On voit que l’interprétation que je donne du chapitre XXII en rattache naturellement les deux parties l’une à l’autre. Et cette manière de raconter, sous des noms empruntés au livre des Rois, l’histoire de Ménélas et d’Alcime est un des plus curieux exemples de ce que j’ai appelé les transpositions des prophètes.

Le sujet du chapitre XXIII est la prophétie de la ruine de Tyr. Elle offre des difficultés, et pour essayer de les résoudre, il est nécessaire de se reporter à une autre prophétie sur le même sujet qui se trouve dans Ézéchiel. J’attendrai donc, pour la discuter, que je sois arrivé à ce prophète.

Ici se présente un morceau étendu, qui remplit à lui seul quatre chapitres (XXIV-XXVII), et qui est, avec la fin du chapitre XIX, ce qui, dans le Premier Isaïe, donne l’impression la moins contestable d’un événement du IIe siècle.
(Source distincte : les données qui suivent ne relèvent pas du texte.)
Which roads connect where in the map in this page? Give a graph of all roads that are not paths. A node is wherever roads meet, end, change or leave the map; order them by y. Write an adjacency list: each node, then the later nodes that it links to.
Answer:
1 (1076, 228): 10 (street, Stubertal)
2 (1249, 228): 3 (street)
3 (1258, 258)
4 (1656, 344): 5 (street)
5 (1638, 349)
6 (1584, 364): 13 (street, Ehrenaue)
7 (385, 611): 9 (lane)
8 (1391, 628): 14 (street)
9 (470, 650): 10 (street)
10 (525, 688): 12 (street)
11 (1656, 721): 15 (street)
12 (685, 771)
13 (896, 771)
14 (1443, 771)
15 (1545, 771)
Les critiques attachés à la tradition n’ont pu s’y reconnaître, ni en se plaçant au VIIIe siècle, ni en descendant au via. Cette place forte, cette cité aux remparts si hauts et si menaçans, ce n’est ni Babylone, ni aucune ville étrangère. C’est l’acra, où les étrangers étaient campés au-dessus même de Jérusalem, qui fut enfin emportée sous le grand prêtre Simon, puis entièrement rasée par le travail d’un peuple entier, et assura ainsi son indépendance.

« Jéhova, tu as changé leur enceinte en décombres, leur citadelle en une ruine. La ville des étrangers n’est plus ; elle ne sera jamais rebâtie. Maintenant la nation redoutable te révérera ; la ville aux populations menaçantes te craindra (25-2-3). »
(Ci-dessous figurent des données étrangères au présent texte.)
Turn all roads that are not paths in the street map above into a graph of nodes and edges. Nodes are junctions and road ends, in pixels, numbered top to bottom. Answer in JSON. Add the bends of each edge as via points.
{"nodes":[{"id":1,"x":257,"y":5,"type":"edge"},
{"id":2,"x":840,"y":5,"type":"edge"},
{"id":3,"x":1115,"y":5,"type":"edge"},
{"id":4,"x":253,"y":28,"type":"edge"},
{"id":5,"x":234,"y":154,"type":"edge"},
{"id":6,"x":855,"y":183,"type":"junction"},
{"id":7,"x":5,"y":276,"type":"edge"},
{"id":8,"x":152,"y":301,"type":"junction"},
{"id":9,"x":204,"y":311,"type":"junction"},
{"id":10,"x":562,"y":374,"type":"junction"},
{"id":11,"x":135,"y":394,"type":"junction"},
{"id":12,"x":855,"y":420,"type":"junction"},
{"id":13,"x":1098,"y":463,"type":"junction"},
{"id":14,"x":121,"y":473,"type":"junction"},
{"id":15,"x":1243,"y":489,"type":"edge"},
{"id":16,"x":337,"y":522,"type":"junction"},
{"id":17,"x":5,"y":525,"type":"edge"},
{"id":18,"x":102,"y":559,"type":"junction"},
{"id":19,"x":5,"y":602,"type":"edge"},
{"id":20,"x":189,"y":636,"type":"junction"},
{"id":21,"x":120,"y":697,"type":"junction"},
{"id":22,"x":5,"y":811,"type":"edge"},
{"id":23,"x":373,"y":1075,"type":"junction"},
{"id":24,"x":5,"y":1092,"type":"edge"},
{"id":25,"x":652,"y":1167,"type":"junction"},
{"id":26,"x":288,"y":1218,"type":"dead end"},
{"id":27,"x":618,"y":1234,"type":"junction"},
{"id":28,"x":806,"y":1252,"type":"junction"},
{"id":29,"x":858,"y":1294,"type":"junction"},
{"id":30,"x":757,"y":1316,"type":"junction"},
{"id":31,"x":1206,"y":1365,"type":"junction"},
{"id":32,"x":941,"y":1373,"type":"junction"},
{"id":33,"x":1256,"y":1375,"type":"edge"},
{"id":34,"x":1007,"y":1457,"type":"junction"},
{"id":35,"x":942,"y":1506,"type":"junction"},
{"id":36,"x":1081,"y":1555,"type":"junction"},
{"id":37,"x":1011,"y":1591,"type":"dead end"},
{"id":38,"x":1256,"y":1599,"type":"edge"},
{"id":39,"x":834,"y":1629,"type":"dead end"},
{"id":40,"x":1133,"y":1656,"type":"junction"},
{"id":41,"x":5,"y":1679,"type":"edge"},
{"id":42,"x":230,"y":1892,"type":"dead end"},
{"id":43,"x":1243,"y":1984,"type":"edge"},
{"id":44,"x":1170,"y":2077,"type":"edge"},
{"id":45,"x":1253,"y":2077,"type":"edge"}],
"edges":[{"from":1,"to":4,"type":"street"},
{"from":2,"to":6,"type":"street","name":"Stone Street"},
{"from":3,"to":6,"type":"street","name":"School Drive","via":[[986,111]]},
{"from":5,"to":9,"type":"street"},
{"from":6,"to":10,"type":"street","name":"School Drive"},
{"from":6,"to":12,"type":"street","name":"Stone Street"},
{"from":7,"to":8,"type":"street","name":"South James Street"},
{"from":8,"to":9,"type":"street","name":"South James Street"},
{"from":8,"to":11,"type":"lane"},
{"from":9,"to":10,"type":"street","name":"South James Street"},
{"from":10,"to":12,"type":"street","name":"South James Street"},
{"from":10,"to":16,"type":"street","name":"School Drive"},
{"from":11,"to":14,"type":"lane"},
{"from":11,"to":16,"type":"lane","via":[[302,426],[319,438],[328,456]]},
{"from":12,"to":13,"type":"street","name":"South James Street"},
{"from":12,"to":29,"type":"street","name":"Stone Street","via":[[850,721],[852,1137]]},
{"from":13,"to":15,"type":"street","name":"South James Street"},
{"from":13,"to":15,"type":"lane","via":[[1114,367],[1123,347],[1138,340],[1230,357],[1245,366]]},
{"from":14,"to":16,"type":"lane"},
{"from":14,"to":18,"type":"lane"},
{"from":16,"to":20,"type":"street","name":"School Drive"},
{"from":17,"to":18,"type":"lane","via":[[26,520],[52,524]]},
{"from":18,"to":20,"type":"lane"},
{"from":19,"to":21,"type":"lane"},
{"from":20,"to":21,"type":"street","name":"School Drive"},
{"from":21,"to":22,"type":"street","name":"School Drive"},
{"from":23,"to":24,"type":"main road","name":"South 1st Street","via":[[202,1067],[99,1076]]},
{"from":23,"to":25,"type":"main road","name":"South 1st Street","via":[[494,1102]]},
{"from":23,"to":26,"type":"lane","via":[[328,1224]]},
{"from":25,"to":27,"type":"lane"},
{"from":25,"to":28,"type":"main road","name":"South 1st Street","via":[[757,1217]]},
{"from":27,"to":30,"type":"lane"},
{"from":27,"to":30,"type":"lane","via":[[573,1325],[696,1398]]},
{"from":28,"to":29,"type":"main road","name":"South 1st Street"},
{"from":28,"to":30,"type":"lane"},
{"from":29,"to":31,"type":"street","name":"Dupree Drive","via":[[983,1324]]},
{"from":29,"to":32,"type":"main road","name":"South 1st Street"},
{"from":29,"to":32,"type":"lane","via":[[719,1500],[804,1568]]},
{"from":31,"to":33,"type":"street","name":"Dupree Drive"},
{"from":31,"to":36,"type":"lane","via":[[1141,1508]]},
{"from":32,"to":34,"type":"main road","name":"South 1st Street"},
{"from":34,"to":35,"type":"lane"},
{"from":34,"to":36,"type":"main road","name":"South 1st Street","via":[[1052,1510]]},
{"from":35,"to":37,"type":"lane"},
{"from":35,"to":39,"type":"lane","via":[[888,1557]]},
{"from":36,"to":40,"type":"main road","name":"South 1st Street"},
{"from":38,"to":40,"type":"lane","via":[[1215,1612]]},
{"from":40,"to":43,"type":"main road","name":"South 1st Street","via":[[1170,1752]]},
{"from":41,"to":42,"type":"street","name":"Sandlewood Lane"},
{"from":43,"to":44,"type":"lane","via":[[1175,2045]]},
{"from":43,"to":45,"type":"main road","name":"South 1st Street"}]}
« Jéhova Sabaoth prépare à tous les peuples un festin sur sa montagne[1]. Voyez, disent-ils : c’est Jéhova, de qui nous avions attendu qu’il nous sauverait ; c’est Jéhova en qui nous avions espéré. Soyons dans l’allégresse, réjouissons-nous de son secours ; car la main de Jéhova repose sur cette montagne (9-10). »

« La haute citadelle, avec ses murailles, on l’abat, on la renverse, on la jette à terre dans la poussière. En ce jour, on chante un cantique dans la terre de Juda : nous aussi nous avons une place forte ; c’est celui qui nous donne son secours en guise de mur et de fossé. Ouvrez les portes, pour faire entrer ici un peuple saint et fidèle (25-12, 26-1-2). »

« Il a abaissé ceux qui résidaient si haut. La ville élevée, il l’a

  1. Celle de Sion, où s’élève le Temple.